Concluimos con una reflexión práctica para nuestra vida, sugerida por la insistencia de la Escritura en los verbos "concebir" y "dar a luz". En la profecía de Isaías oímos: "He aquí que la virgen concebirá y dará a luz un hijo" (7,14); y el Ángel dice a María: "Concebirás un hijo, lo darás a luz" (Lc 1,31). María primero concibió y luego dio a luz a Jesús: primero lo recibió en sí misma, en su corazón y en su carne, y luego lo dio a luz.

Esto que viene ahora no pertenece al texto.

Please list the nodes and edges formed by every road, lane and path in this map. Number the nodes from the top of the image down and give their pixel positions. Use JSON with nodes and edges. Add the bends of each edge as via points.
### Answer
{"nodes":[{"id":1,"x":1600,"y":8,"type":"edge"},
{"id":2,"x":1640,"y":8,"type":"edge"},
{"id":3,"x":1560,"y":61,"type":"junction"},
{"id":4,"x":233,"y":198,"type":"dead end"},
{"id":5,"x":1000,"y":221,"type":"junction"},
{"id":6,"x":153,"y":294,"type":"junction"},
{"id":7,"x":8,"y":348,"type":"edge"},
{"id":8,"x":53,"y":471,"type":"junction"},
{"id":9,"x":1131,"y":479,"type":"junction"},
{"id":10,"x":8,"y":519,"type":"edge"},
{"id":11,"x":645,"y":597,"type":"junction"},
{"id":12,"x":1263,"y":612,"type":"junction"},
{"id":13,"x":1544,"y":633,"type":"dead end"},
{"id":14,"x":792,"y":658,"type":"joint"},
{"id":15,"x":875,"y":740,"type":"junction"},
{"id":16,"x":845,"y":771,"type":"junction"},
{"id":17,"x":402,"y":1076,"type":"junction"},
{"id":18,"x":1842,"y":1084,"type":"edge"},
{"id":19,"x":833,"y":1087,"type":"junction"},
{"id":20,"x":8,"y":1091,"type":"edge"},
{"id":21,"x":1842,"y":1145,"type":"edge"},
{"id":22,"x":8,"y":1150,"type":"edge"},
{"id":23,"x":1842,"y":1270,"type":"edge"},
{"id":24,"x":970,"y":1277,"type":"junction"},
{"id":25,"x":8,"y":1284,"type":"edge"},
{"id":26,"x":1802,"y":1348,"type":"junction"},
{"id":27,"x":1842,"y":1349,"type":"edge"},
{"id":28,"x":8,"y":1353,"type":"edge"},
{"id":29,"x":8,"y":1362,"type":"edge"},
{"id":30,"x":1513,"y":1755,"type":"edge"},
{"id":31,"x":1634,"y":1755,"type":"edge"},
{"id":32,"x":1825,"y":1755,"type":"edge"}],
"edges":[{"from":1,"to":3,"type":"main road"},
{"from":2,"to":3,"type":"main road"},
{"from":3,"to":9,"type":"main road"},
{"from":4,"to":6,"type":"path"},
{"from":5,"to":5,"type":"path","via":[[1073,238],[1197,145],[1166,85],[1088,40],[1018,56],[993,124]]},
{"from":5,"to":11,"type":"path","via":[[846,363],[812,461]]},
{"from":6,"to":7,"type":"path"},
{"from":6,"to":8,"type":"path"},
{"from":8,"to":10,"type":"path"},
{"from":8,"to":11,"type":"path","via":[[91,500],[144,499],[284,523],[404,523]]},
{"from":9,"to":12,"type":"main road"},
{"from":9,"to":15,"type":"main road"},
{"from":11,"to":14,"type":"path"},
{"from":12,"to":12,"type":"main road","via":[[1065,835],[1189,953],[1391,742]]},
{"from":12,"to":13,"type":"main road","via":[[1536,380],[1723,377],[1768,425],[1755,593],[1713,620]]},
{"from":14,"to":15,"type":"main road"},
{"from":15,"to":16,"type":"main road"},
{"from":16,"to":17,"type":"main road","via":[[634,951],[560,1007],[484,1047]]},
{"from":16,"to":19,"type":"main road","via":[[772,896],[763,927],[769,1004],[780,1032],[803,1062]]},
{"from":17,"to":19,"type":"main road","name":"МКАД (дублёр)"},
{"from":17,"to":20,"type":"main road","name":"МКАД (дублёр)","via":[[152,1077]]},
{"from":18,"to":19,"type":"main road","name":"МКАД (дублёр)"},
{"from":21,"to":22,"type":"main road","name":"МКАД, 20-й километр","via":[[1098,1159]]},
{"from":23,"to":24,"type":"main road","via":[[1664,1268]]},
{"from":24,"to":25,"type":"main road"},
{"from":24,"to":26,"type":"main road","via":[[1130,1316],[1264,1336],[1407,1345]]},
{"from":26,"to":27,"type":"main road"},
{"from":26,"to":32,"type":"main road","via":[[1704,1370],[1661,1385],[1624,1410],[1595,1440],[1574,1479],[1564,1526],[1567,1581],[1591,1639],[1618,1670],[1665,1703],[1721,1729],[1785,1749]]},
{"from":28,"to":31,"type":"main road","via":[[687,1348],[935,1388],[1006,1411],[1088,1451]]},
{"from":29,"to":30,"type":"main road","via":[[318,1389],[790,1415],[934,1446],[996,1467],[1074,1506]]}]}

Así sucede con la Iglesia: primero acoge la Palabra de Dios, la deja "hablar a su corazón" (cf. Os 2,16) y "llenar sus entrañas" (cf. Ez 3,3), según dos expresiones bíblicas, y luego la da a luz con su vida y su predicación. La segunda operación es estéril sin la primera.
También la Iglesia, ante tareas que superan sus fuerzas, se plantea espontáneamente la misma pregunta: "¿Cómo es posible?". ¿Cómo es posible anunciar a Jesucristo y su salvación a un mundo que parece buscar sólo el bienestar? La respuesta es también la misma de entonces: "Recibiréis la fuerza del Espíritu Santo [...]. Sin el Espíritu Santo la Iglesia no puede avanzar, la Iglesia no crece, la Iglesia no puede predicar.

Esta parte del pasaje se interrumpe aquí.